We pull back the curtain a bit for our regular "Better Know a Beat Reporter" series, in which we talk to a member of the Elks Club and find out what makes them tick. Previously, we spoke with Newsday's Bob Glauber. Today, we talk to Daily News Yankees reporter Mark Feinsand. Enjoy.
Name: Mark Feinsand
Paper, Number of Years: Daily News, three
Previous Employers: MLB.com (covered Yankees 2001-06), Fox Sports.com (1999-2001), The Sports Business Daily (1996-1998)
Beat: Yankees (2001-present)
How many games do you attend a year as a reporter? How many as a fan?
I would guess that I cover roughly 125 games during the regular season, plus the All-Star Game and the postseason. This year, I attended one baseball game as a fan, as my wife and I took our 4½-year-old son to his first baseball game. I also go to two to three NFL games every year. I'm a Redskins season-ticket holder, and I took my son to his first NHL game in February.
What fellow reporter would you say you're best friends with?
My two closest friends in the industry (and in life, for that matter) are Sam Borden and Peter Abraham. Sam covered the team for the Daily News from 2006-07 and is now a columnist for the Journal News, while Pete was the beat writer for the Journal News from 2006-09 until taking a job with the Boston Globe last month. I've been covering the Yankees for most of the decade with Sweeny Murti (WFAN) and Tyler Kepner (New York Times), so we spend an awful lot of time hanging out together on the road.
How much of a grind is this? You've been at this since early March. By this point in the season, there has to be a sense of relief that it might be over soon, yes?

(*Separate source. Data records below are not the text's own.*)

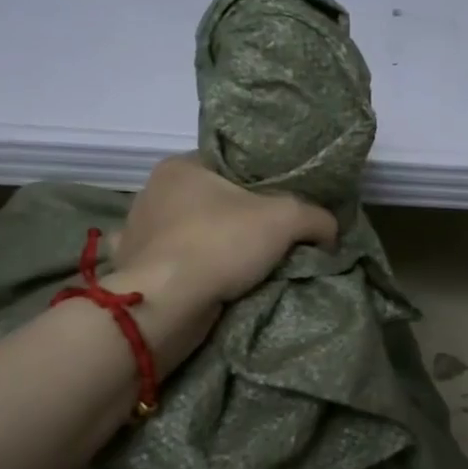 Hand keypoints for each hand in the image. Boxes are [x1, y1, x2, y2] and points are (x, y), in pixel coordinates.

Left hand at [109, 154, 338, 313]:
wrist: (167, 304)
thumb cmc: (219, 243)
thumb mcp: (285, 218)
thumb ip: (315, 216)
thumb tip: (330, 230)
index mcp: (179, 167)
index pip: (228, 164)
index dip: (259, 180)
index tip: (283, 202)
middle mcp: (153, 193)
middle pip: (209, 199)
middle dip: (238, 217)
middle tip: (272, 236)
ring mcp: (139, 234)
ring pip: (188, 233)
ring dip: (211, 246)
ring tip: (245, 264)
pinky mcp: (136, 271)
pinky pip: (171, 265)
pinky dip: (189, 271)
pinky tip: (209, 281) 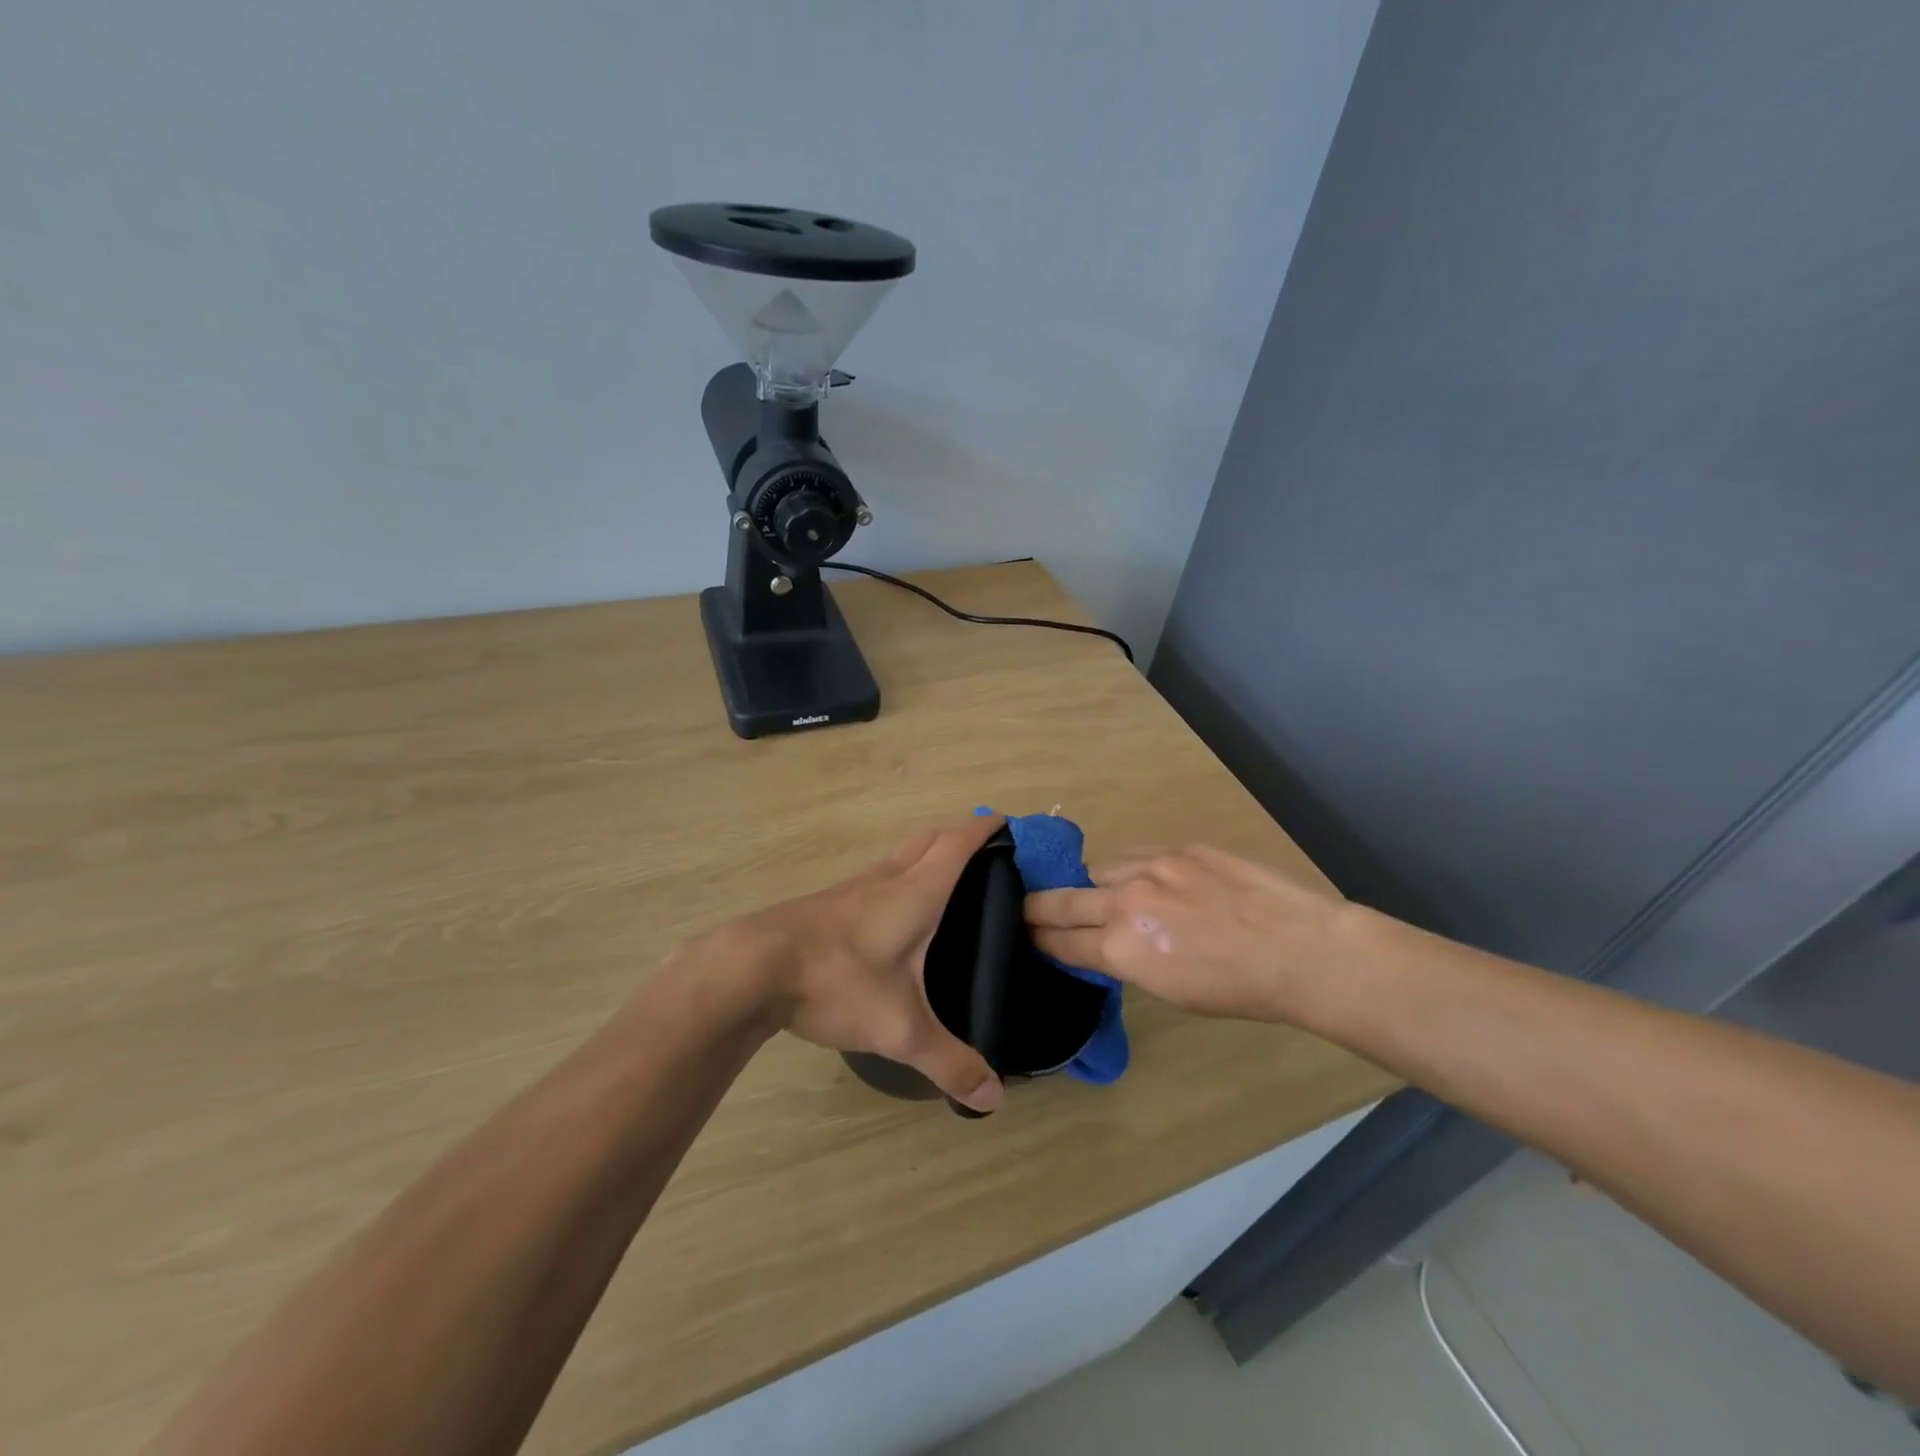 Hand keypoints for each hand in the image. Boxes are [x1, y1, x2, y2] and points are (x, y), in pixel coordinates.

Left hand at [682, 815, 1006, 1112]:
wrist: (752, 968)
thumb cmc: (838, 981)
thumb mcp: (899, 1029)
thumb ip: (949, 1062)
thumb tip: (994, 1099)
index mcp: (916, 892)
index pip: (958, 845)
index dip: (984, 830)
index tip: (1007, 821)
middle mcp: (887, 878)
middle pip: (928, 839)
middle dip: (958, 836)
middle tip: (983, 854)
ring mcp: (853, 887)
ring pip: (899, 856)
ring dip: (925, 854)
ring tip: (944, 882)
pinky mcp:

Not that I've ever covered another sport, but there is no beat in sports that takes more of a toll on your life than a baseball beat, period. By no means am I denigrating what my colleagues that cover basketball, hockey, or football have to deal with, but the numbers are simple: 45-50 days of spring training, 162 regular-season games, and a month of playoffs. Then the general managers' meetings, the winter meetings, nonstop off-season movement, etc.
The light at the end of the tunnel is visible, but this is my favorite time of the year. The games in Kansas City or Arlington in July are the days that can become tiresome during the season, but once the playoffs start, the games are so exciting and there's so much at stake, it's hard not to get a second wind.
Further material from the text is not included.